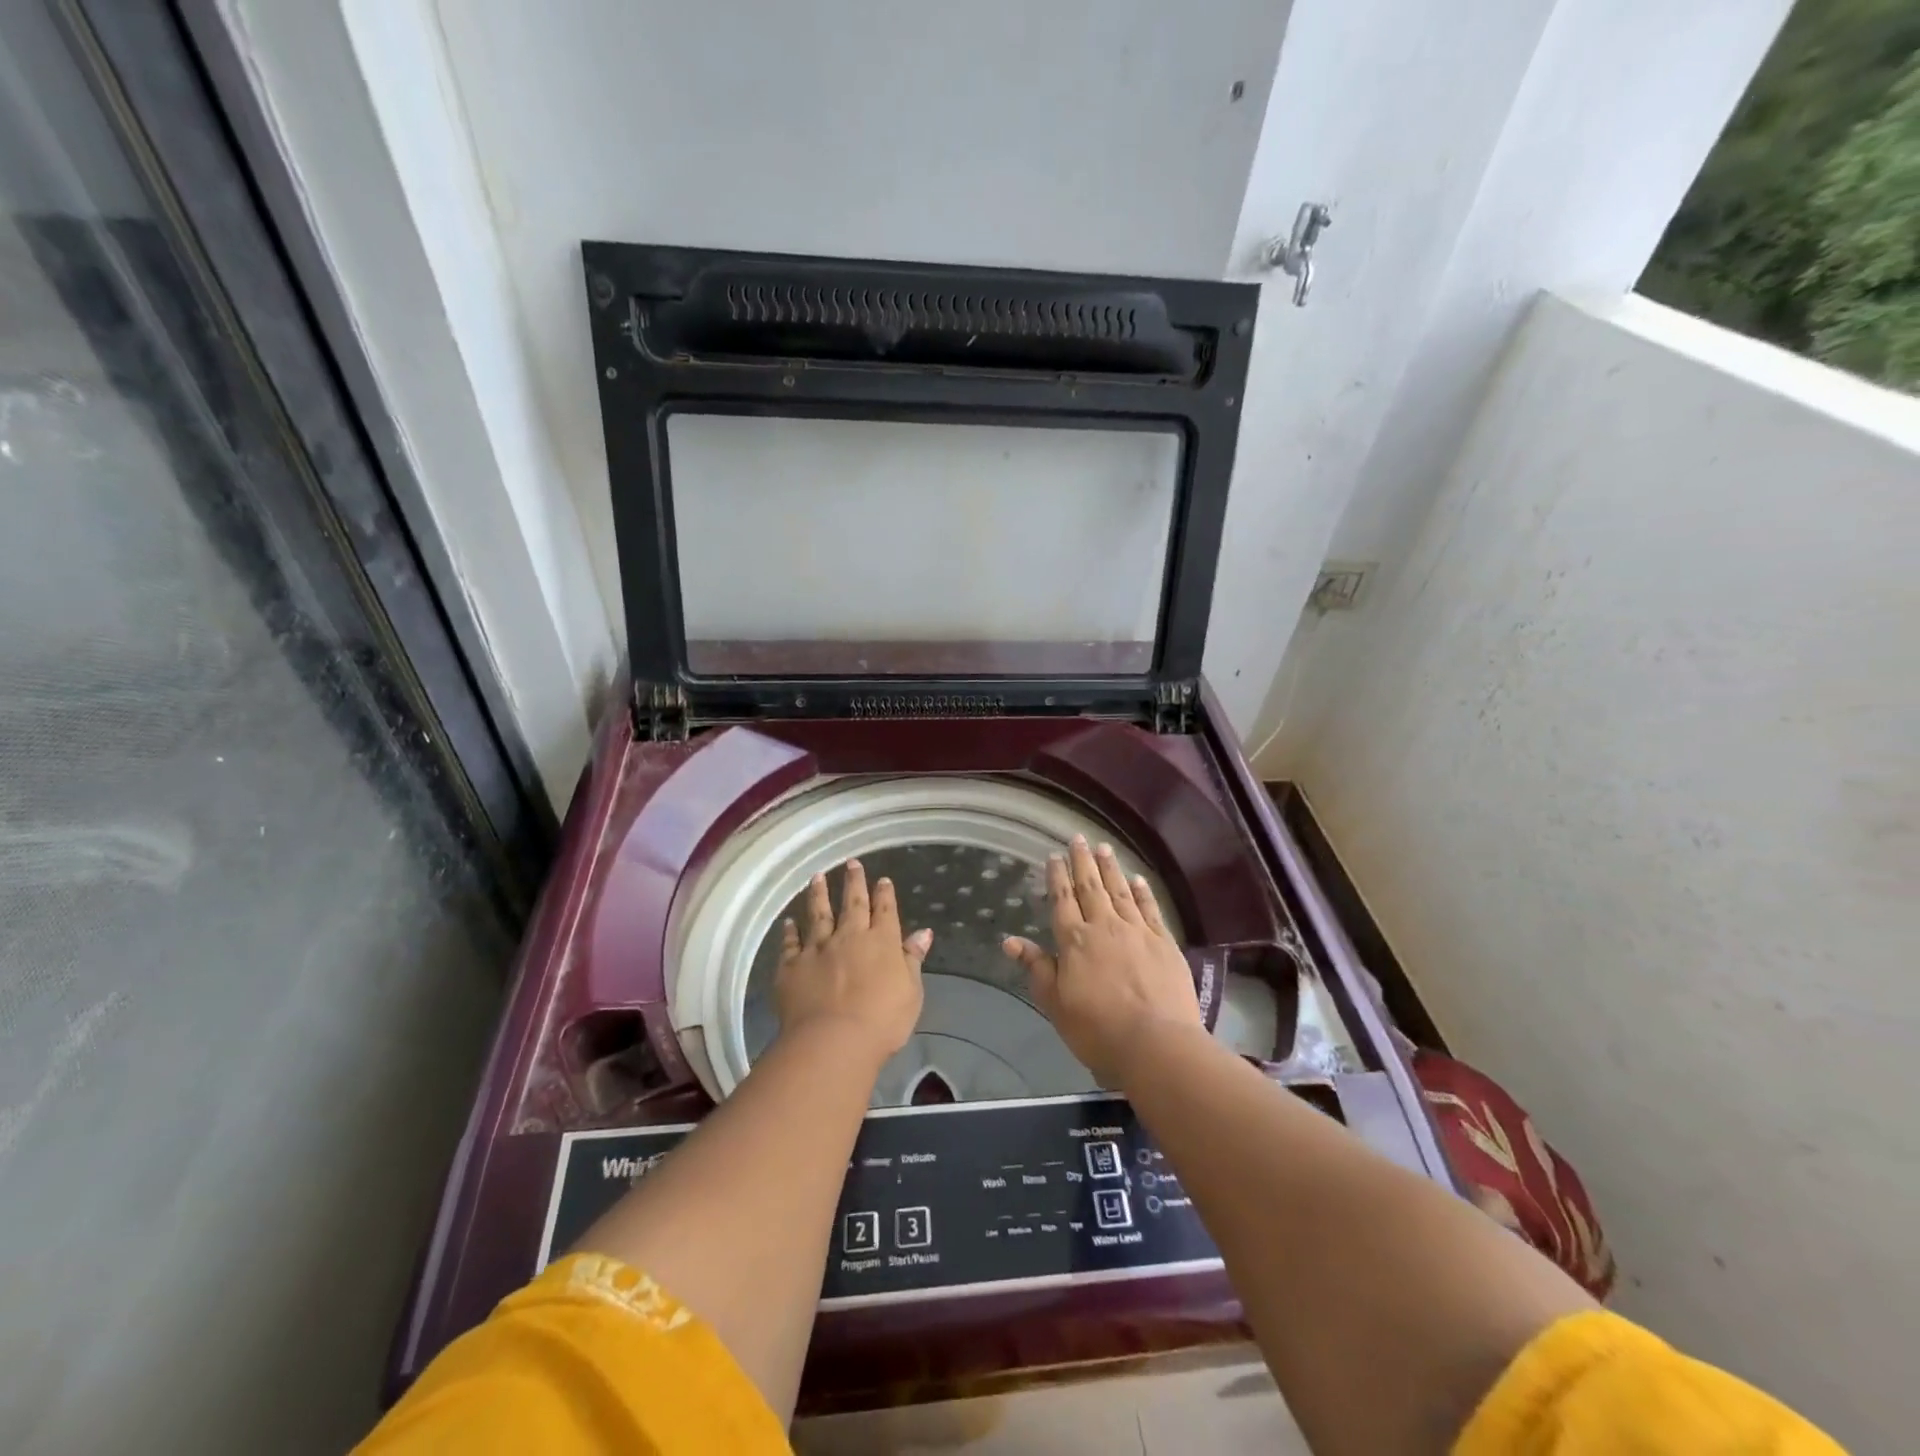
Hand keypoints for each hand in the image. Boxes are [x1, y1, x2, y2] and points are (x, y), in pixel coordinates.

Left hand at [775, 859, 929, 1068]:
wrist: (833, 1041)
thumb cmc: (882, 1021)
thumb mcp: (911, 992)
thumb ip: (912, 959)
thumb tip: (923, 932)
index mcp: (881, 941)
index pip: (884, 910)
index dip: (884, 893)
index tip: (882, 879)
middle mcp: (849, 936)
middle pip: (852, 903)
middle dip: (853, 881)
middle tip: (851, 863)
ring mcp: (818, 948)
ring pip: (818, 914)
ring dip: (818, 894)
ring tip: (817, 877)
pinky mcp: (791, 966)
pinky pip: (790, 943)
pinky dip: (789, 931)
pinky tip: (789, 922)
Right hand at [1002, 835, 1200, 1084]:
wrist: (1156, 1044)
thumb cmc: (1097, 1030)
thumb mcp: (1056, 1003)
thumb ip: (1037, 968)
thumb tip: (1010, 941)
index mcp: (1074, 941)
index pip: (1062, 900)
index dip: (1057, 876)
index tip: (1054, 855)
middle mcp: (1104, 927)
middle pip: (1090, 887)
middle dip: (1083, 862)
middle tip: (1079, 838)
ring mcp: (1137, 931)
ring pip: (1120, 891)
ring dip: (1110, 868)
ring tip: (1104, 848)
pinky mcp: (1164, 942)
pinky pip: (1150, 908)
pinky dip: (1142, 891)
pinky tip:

What this task involves
In the listing above, find the line with "thumb cmc: (882, 1021)" and the line with "pinky mcp: (1164, 942)"; output exactly those lines and all lines between them.

Solved exercise
thumb cmc: (882, 1021)
thumb mcp: (911, 992)
thumb ip: (912, 959)
thumb tip: (923, 932)
index mcp: (881, 941)
index pip: (884, 910)
index dip: (884, 893)
index tip: (882, 879)
middle mcp: (849, 936)
middle pip: (852, 903)
middle dip: (853, 881)
middle tip: (851, 863)
ring mcp: (818, 948)
ring pip: (818, 914)
ring dip: (818, 894)
ring tip: (817, 877)
pinky mcp: (791, 966)
pinky pip: (790, 943)
pinky dip: (789, 931)
pinky tip: (789, 922)
Right hand at [1002, 835, 1200, 1084]:
wrist: (1156, 1044)
thumb cmc: (1097, 1030)
thumb mcp: (1056, 1003)
thumb ip: (1037, 968)
thumb tip: (1010, 941)
index mcp: (1074, 941)
index pip: (1062, 900)
index dip: (1057, 876)
index tip: (1054, 855)
middle mcp: (1104, 927)
middle pip: (1090, 887)
middle dip: (1083, 862)
middle tip: (1079, 838)
ring mcp: (1137, 931)
ring pip: (1120, 891)
ring dip: (1110, 868)
ring tip: (1104, 848)
pinky mcp: (1164, 942)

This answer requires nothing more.